Karlsruhe
· 1,7 Millionen Angestellte im öffentlichen Dienst können nach einem Urteil des
Oberlandesgerichts (OLG) Karlsruhe mit einer höheren Zusatzrente rechnen. Das
OLG erklärte am Donnerstag eine Anfang 2002 in Kraft getretene Regelung der
Versorgungsanstalt des Bundes und der Länder (VBL) für unwirksam, mit der die
Reform der Zusatzversorgung im öffentlichen Dienst auch auf langjährige
Bedienstete ausgedehnt werden sollte.

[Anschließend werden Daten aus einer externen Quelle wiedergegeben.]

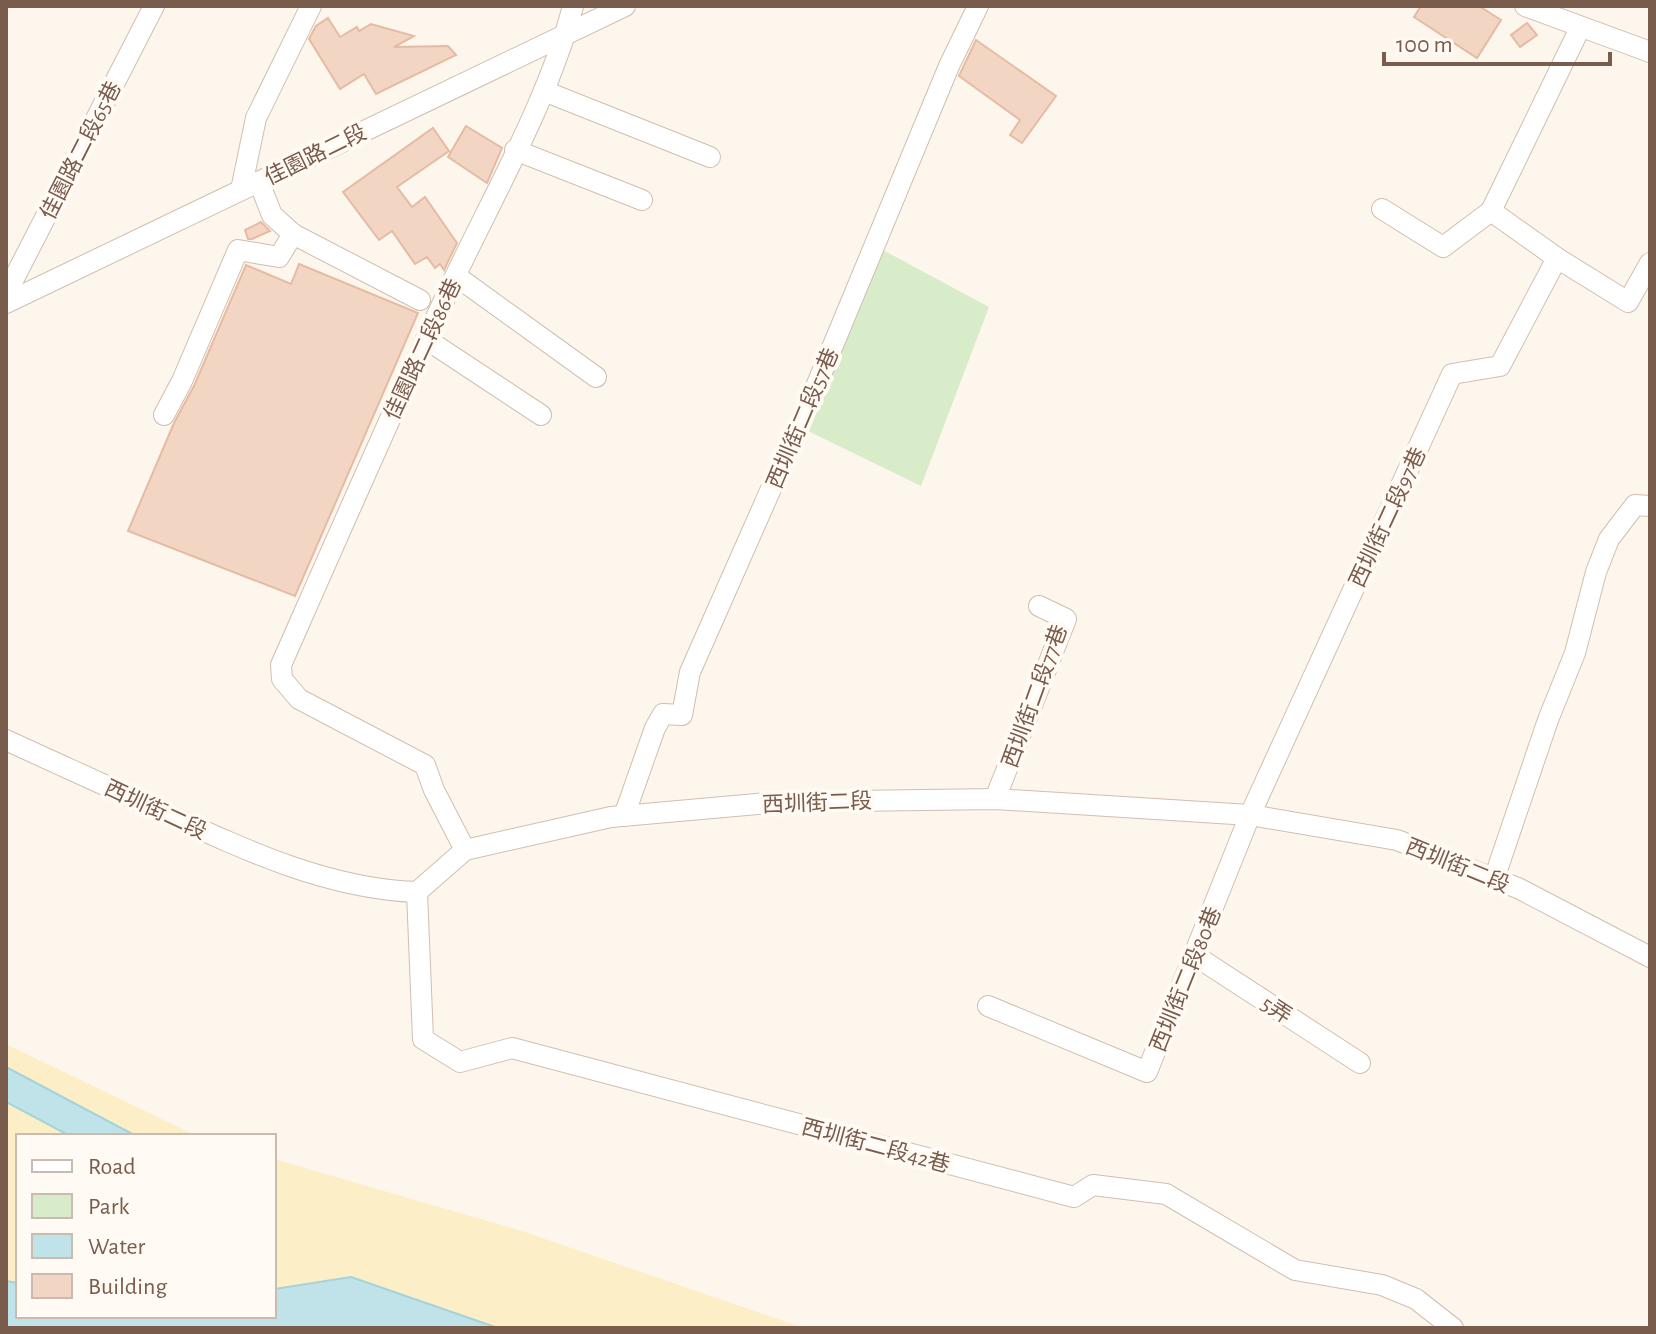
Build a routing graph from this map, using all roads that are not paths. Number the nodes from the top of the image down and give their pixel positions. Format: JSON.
{"nodes":[{"id":1,"x":154,"y":6,"type":"edge"},
{"id":2,"x":311,"y":6,"type":"edge"},
{"id":3,"x":573,"y":6,"type":"edge"},
{"id":4,"x":625,"y":6,"type":"edge"},
{"id":5,"x":978,"y":6,"type":"edge"},
{"id":6,"x":1525,"y":6,"type":"edge"},
{"id":7,"x":1556,"y":12,"type":"edge"},
{"id":8,"x":1580,"y":28,"type":"junction"},
{"id":9,"x":566,"y":33,"type":"junction"},
{"id":10,"x":1650,"y":52,"type":"edge"},
{"id":11,"x":544,"y":91,"type":"junction"},
{"id":12,"x":515,"y":150,"type":"junction"},
{"id":13,"x":710,"y":157,"type":"dead end"},
{"id":14,"x":250,"y":186,"type":"junction"},
{"id":15,"x":642,"y":200,"type":"dead end"},
{"id":16,"x":1382,"y":209,"type":"dead end"},
{"id":17,"x":1491,"y":211,"type":"junction"},
{"id":18,"x":293,"y":234,"type":"junction"},
{"id":19,"x":1557,"y":258,"type":"junction"},
{"id":20,"x":1650,"y":263,"type":"edge"},
{"id":21,"x":456,"y":276,"type":"junction"},
{"id":22,"x":6,"y":294,"type":"edge"},
{"id":23,"x":420,"y":300,"type":"dead end"},
{"id":24,"x":6,"y":303,"type":"edge"},
{"id":25,"x":426,"y":339,"type":"junction"},
{"id":26,"x":596,"y":377,"type":"dead end"},
{"id":27,"x":164,"y":415,"type":"dead end"},
{"id":28,"x":541,"y":415,"type":"dead end"},
{"id":29,"x":1650,"y":506,"type":"edge"},
{"id":30,"x":1039,"y":606,"type":"dead end"},
{"id":31,"x":6,"y":740,"type":"edge"},
{"id":32,"x":995,"y":799,"type":"junction"},
{"id":33,"x":1250,"y":815,"type":"junction"},
{"id":34,"x":624,"y":816,"type":"junction"},
{"id":35,"x":465,"y":850,"type":"junction"},
{"id":36,"x":1494,"y":879,"type":"junction"},
{"id":37,"x":417,"y":892,"type":"junction"},
{"id":38,"x":1194,"y":955,"type":"junction"},
{"id":39,"x":1650,"y":957,"type":"edge"},
{"id":40,"x":988,"y":1006,"type":"dead end"},
{"id":41,"x":1360,"y":1063,"type":"dead end"},
{"id":42,"x":1453,"y":1328,"type":"edge"}],
"edges":[{"from":1,"to":22,"type":"street","name":"佳園路二段65巷"},
{"from":2,"to":14,"type":"street"},
{"from":3,"to":9,"type":"street","name":"佳園路二段86巷"},
{"from":4,"to":9,"type":"street","name":"佳園路二段"},
{"from":5,"to":34,"type":"street","name":"西圳街二段57巷"},
{"from":6,"to":7,"type":"street"},
{"from":7,"to":8,"type":"street"},
{"from":8,"to":10,"type":"street"},
{"from":8,"to":17,"type":"street"},
{"from":9,"to":11,"type":"street","name":"佳園路二段86巷"},
{"from":9,"to":14,"type":"street","name":"佳園路二段"},
{"from":11,"to":12,"type":"street","name":"佳園路二段86巷"},
{"from":11,"to":13,"type":"street"},
{"from":12,"to":15,"type":"street"},
{"from":12,"to":21,"type":"street","name":"佳園路二段86巷"},
{"from":14,"to":18,"type":"street"},
{"from":14,"to":24,"type":"street","name":"佳園路二段"},
{"from":16,"to":17,"type":"street"},
{"from":17,"to":19,"type":"street"},
{"from":18,"to":23,"type":"street"},
{"from":18,"to":27,"type":"street"},
{"from":19,"to":20,"type":"street"},
{"from":19,"to":33,"type":"street","name":"西圳街二段97巷"},
{"from":21,"to":25,"type":"street","name":"佳園路二段86巷"},
{"from":21,"to":26,"type":"street"},
{"from":25,"to":28,"type":"street"},
{"from":25,"to":35,"type":"street","name":"佳園路二段86巷"},
{"from":29,"to":36,"type":"street"},
{"from":30,"to":32,"type":"street","name":"西圳街二段77巷"},
{"from":31,"to":37,"type":"street","name":"西圳街二段"},
{"from":32,"to":33,"type":"street","name":"西圳街二段"},
{"from":32,"to":34,"type":"street","name":"西圳街二段"},
{"from":33,"to":36,"type":"street","name":"西圳街二段"},
{"from":33,"to":38,"type":"street","name":"西圳街二段80巷"},
{"from":34,"to":35,"type":"street","name":"西圳街二段"},
{"from":35,"to":37,"type":"street","name":"西圳街二段"},
{"from":36,"to":39,"type":"street","name":"西圳街二段"},
{"from":37,"to":42,"type":"street","name":"西圳街二段42巷"},
{"from":38,"to":40,"type":"street","name":"西圳街二段80巷"},
{"from":38,"to":41,"type":"street","name":"5弄"}]}
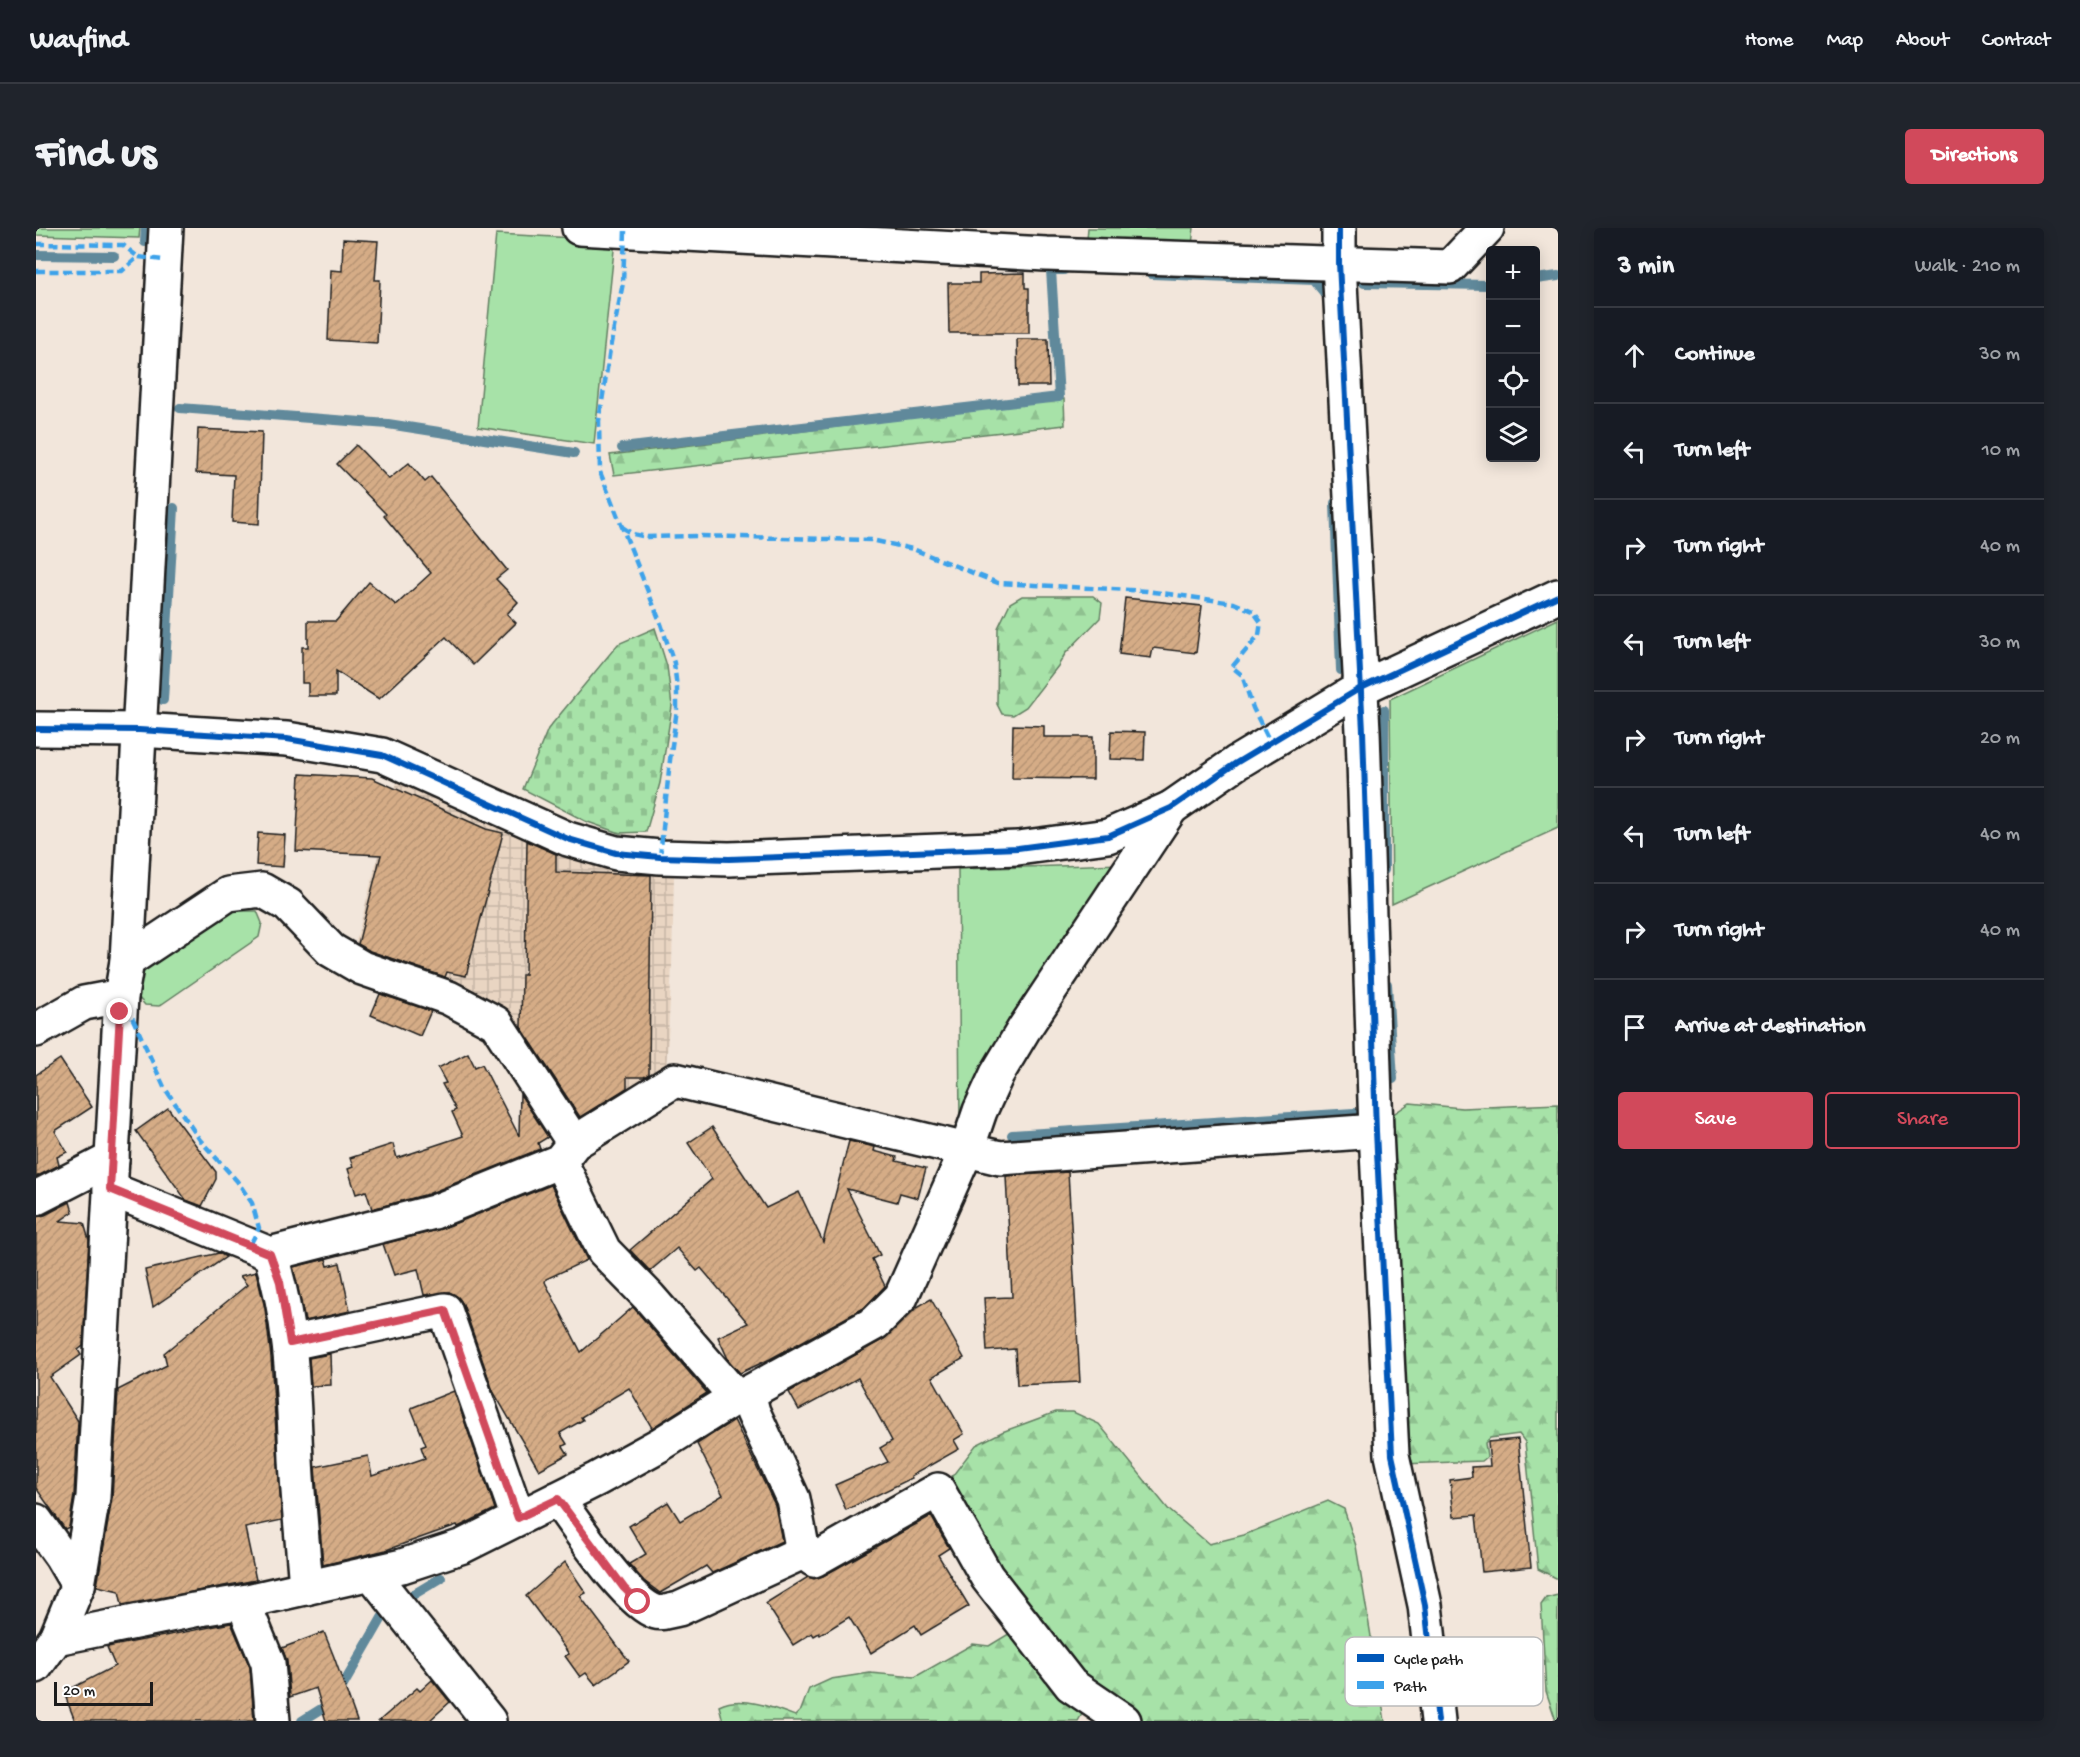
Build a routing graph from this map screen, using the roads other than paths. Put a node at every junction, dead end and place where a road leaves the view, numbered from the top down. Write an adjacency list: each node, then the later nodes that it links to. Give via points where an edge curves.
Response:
1 (166, 228): 9 (street)
2 (579, 228): 5 (street, via 1046,254)
3 (1339, 228): 5 (street)
4 (1488, 228): 5 (street, via 1450,267)
5 (1339, 263): 7 (street)
6 (1558, 596): 7 (street)
7 (1359, 689): 10 (street, via 1236,762); 14 (street)
8 (36, 729): 9 (street)
9 (139, 730): 10 (street, via 287,739 382,755 567,839 616,852 660,857 729,859 1018,849 1108,836); 11 (street)
10 (1171, 808): 15 (street, via 997,1074)
11 (128, 961): 12 (street); 16 (street, via 228,894 262,890 288,905 331,950 362,968 449,998 496,1023)
12 (120, 996): 13 (street, via 84,1003); 17 (street)
13 (36, 1030)
14 (1376, 1131): 15 (street, via 1000,1158); 30 (street, via 1392,1455)
15 (967, 1149): 16 (street, via 675,1080); 21 (street, via 902,1297 875,1323)
16 (567, 1152): 19 (street, via 434,1212); 21 (street, via 604,1251)
17 (111, 1174): 18 (street); 19 (street); 27 (street, via 93,1497)
18 (36, 1198)
19 (270, 1254): 20 (street, via 280,1282)
20 (290, 1343): 23 (street, via 445,1310); 28 (street)
21 (742, 1395): 22 (street); 25 (street, via 793,1499)
22 (558, 1499): 23 (street); 25 (street, via 624,1588 638,1602 657,1612 679,1609)
23 (518, 1518): 26 (street, via 463,1546)
24 (36, 1521): 27 (street)
25 (803, 1552): 36 (street, via 814,1560 938,1490 987,1577 1071,1684)
26 (371, 1573): 28 (street); 35 (street)
27 (78, 1585): 31 (street)
28 (306, 1588): 29 (street)
29 (243, 1602): 31 (street); 34 (street, via 268,1663)
30 (1429, 1637)
31 (56, 1638): 32 (street)
32 (36, 1666)
33 (1436, 1706): 37 (street)
34 (273, 1721)
35 (489, 1721)
36 (1124, 1721)
37 (1438, 1721)

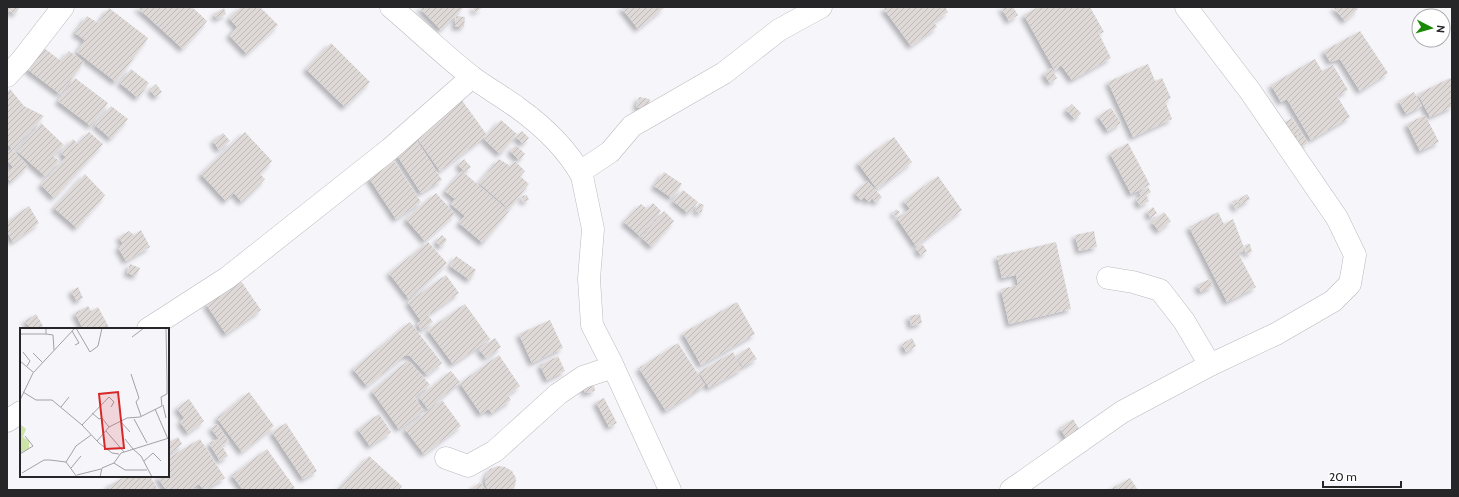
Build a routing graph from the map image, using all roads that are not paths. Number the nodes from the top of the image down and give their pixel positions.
1 (64, 7) edge
2 (391, 7) edge
3 (821, 7) edge
4 (1186, 7) edge
5 (7, 76) edge
6 (472, 77) junction
7 (580, 172) junction
8 (1108, 278) dead end
9 (150, 328) edge
10 (1210, 365) junction
11 (613, 366) junction
12 (20, 413) edge
13 (7, 421) edge
14 (446, 458) dead end
15 (670, 490) edge
16 (1011, 490) edge

1 - 5 street
2 - 6 street
3 - 7 street
4 - 10 street
6 - 7 street
6 - 9 street
7 - 11 street
8 - 10 street
10 - 16 street
11 - 14 street
11 - 15 street
12 - 13 street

Dem Gericht zufolge werden durch die
Übergangsregelung der VBL die "rentenfernen" Jahrgänge unter den Angestellten
benachteiligt, also diejenigen, die am 1. Januar 2002 noch nicht 55 Jahre alt
waren - insgesamt 1,7 Millionen.
Laut OLG sind ihre bis zu diesem
Stichtag erworbenen Versorgungsansprüche nicht richtig ermittelt worden. Dadurch
würden die - auch für Rentenanwartschaften geltende - Eigentumsgarantie und der
Vertrauensschutz verletzt. Das Gericht gab der VBL aber keine konkrete
Berechnungsmethode vor, sondern entschied, dass die Tarifpartner - Bund und
Länder sowie Gewerkschaften - erst eine neue Regelung treffen müssen. Das Urteil
ist nicht rechtskräftig, das OLG hat Revision zugelassen.